What the task requires
Where does the string "roads" appear in the records? Copy each line that holds it.

Material to process
☆ ☆ ☆ ☆ ☆ ☆ ☆

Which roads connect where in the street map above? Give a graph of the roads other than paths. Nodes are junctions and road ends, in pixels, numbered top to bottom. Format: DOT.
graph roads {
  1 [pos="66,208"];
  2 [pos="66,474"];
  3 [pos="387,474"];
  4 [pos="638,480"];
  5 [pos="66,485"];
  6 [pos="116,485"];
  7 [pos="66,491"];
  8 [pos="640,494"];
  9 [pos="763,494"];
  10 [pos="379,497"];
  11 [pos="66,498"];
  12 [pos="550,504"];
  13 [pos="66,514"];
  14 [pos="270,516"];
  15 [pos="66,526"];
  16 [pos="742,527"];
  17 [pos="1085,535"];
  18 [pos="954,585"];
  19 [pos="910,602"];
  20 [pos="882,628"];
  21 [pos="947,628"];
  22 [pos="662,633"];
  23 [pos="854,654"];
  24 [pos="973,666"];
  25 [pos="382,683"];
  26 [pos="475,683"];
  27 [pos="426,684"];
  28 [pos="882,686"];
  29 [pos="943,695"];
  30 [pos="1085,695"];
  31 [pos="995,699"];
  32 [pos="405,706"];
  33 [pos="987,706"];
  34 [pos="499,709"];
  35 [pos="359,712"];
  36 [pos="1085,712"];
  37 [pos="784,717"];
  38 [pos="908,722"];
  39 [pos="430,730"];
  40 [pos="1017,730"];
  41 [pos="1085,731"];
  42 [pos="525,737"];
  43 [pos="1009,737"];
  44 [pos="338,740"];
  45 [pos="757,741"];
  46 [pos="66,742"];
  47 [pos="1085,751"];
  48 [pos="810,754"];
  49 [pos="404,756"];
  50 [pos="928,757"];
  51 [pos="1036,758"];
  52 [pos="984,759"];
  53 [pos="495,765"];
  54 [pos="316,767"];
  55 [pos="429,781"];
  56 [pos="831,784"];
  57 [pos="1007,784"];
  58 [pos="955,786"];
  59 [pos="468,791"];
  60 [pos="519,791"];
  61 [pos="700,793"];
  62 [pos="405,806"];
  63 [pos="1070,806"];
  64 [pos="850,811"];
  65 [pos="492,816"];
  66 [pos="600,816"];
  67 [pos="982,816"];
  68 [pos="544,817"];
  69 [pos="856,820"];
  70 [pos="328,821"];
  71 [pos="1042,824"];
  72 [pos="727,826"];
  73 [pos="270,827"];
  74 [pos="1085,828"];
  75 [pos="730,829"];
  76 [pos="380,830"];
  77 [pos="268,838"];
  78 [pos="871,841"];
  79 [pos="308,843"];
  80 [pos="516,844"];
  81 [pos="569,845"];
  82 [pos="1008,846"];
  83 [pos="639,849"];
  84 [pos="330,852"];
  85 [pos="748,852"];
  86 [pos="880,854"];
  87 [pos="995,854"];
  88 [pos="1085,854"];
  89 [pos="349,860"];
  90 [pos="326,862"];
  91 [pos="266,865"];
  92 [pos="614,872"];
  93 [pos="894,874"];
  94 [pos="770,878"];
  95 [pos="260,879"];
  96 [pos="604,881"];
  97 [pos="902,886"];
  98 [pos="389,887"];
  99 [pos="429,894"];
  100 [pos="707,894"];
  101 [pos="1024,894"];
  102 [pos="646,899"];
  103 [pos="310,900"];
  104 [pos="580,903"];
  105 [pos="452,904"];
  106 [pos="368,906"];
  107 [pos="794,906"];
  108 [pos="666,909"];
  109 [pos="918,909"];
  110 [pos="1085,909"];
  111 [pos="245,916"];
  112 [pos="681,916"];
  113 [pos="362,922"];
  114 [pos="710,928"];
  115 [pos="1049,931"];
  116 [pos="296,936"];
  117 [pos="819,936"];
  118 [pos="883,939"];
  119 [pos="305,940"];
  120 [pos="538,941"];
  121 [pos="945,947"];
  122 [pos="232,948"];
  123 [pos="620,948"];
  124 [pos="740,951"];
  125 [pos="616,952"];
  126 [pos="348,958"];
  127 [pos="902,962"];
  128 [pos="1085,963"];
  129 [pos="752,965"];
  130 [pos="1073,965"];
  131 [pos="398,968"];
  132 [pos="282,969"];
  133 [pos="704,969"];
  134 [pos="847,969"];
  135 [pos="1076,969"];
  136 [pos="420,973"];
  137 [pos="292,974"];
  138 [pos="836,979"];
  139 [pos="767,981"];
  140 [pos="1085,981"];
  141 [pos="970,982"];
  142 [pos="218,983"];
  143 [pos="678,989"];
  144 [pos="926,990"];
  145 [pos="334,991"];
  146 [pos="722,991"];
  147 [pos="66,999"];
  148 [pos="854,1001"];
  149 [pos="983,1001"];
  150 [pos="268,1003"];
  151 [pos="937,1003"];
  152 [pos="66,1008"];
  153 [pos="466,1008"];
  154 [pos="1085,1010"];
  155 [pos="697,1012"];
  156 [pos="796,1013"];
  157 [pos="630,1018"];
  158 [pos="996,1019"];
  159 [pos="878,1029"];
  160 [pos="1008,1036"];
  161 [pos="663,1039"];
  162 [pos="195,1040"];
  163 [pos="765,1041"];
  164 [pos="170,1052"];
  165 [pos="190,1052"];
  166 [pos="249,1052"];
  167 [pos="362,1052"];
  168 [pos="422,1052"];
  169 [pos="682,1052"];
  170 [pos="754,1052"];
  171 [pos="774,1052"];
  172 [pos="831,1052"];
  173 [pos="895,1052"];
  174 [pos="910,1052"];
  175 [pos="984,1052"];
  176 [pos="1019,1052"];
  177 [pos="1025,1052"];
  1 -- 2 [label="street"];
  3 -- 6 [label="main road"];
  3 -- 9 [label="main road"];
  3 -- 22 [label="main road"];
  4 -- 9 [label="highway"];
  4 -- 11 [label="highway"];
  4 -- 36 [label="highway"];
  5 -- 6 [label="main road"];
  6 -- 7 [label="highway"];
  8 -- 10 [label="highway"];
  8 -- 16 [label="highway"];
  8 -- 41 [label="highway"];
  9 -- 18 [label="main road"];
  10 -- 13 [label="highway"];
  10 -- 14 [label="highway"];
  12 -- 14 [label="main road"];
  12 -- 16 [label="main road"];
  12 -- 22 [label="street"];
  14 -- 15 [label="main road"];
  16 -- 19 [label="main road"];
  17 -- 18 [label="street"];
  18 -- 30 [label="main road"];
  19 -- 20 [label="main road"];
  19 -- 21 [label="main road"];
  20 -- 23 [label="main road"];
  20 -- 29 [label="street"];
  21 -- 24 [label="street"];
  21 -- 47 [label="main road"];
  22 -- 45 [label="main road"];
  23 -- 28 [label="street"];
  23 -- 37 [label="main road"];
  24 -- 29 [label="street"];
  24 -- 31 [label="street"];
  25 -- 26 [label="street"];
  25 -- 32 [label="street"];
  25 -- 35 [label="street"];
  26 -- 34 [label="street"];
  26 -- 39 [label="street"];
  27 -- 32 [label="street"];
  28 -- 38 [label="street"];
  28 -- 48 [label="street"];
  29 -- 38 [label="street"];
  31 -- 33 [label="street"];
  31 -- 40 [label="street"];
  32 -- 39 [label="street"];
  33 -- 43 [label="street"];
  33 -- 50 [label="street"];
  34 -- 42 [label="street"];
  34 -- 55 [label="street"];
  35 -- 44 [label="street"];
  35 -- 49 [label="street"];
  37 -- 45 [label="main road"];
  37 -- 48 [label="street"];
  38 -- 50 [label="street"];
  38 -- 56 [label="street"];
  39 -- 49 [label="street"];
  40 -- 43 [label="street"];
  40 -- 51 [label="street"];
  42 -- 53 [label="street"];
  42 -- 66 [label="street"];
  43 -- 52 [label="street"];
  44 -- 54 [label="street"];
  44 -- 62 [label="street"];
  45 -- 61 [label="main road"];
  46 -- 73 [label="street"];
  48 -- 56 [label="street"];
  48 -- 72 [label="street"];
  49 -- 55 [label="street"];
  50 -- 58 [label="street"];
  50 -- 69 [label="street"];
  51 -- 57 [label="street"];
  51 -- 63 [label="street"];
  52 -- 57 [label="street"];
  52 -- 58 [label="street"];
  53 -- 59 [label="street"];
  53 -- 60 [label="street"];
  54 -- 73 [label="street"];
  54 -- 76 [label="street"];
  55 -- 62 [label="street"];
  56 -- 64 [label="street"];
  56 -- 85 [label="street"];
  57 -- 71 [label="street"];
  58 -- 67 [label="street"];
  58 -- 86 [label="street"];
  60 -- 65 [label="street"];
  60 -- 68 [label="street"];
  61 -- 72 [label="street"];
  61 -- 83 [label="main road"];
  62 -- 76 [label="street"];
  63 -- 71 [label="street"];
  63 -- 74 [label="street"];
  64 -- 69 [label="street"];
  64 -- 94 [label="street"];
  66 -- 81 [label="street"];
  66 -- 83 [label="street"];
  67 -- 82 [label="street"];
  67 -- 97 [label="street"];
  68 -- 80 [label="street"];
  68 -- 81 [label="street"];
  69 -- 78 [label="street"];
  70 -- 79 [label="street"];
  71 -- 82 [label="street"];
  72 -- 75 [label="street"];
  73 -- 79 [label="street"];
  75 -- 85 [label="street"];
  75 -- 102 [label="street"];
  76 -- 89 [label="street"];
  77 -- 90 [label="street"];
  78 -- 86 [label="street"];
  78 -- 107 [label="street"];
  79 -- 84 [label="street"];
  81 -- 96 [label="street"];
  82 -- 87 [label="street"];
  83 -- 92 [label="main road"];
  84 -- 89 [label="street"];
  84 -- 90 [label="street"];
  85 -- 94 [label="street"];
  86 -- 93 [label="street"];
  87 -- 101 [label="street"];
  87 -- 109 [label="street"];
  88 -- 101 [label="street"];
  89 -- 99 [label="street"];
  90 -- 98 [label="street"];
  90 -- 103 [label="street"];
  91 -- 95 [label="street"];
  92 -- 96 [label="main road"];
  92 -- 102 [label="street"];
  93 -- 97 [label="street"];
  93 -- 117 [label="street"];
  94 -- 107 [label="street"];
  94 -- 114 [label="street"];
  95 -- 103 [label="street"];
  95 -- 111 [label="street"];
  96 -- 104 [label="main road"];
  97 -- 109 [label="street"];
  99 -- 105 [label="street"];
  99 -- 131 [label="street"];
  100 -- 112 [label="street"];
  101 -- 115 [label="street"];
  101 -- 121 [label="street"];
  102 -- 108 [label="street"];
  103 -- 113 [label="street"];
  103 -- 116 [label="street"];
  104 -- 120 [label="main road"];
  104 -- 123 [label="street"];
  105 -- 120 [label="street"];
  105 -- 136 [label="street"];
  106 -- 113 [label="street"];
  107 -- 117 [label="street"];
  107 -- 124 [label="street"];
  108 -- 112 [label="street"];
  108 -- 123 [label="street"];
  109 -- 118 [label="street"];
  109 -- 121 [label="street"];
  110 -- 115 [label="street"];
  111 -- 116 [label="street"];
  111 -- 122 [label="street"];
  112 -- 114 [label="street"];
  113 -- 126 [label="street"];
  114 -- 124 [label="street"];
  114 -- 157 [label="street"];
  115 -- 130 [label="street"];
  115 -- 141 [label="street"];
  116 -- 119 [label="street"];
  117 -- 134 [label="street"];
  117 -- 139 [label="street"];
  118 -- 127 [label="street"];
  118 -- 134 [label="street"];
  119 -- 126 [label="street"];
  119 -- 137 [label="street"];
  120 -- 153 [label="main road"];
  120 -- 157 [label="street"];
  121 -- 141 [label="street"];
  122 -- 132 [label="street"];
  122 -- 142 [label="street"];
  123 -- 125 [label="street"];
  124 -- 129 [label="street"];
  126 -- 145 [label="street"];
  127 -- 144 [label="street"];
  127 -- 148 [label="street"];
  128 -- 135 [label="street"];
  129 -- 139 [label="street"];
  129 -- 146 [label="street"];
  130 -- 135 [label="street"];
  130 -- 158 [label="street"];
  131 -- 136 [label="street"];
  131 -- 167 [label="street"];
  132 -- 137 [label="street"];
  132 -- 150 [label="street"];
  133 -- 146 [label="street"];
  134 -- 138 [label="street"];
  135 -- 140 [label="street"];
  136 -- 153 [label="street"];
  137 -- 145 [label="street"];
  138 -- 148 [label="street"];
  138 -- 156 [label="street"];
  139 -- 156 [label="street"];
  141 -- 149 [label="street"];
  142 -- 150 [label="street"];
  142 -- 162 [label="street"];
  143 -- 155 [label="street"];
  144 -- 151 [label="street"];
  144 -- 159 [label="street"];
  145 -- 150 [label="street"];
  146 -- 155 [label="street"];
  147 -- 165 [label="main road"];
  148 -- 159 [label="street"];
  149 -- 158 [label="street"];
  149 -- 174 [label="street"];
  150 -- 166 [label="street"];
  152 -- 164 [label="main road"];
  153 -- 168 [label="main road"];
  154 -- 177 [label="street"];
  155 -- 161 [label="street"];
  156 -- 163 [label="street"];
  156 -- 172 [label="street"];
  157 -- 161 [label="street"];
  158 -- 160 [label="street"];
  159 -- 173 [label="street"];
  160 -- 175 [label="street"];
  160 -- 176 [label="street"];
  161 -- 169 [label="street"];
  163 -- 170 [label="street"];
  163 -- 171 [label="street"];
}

☆ ☆ ☆ ☆ ☆ ☆ ☆

Response to the task
Which roads connect where in the street map above? Give a graph of the roads other than paths. Nodes are junctions and road ends, in pixels, numbered top to bottom. Format: DOT.
graph roads {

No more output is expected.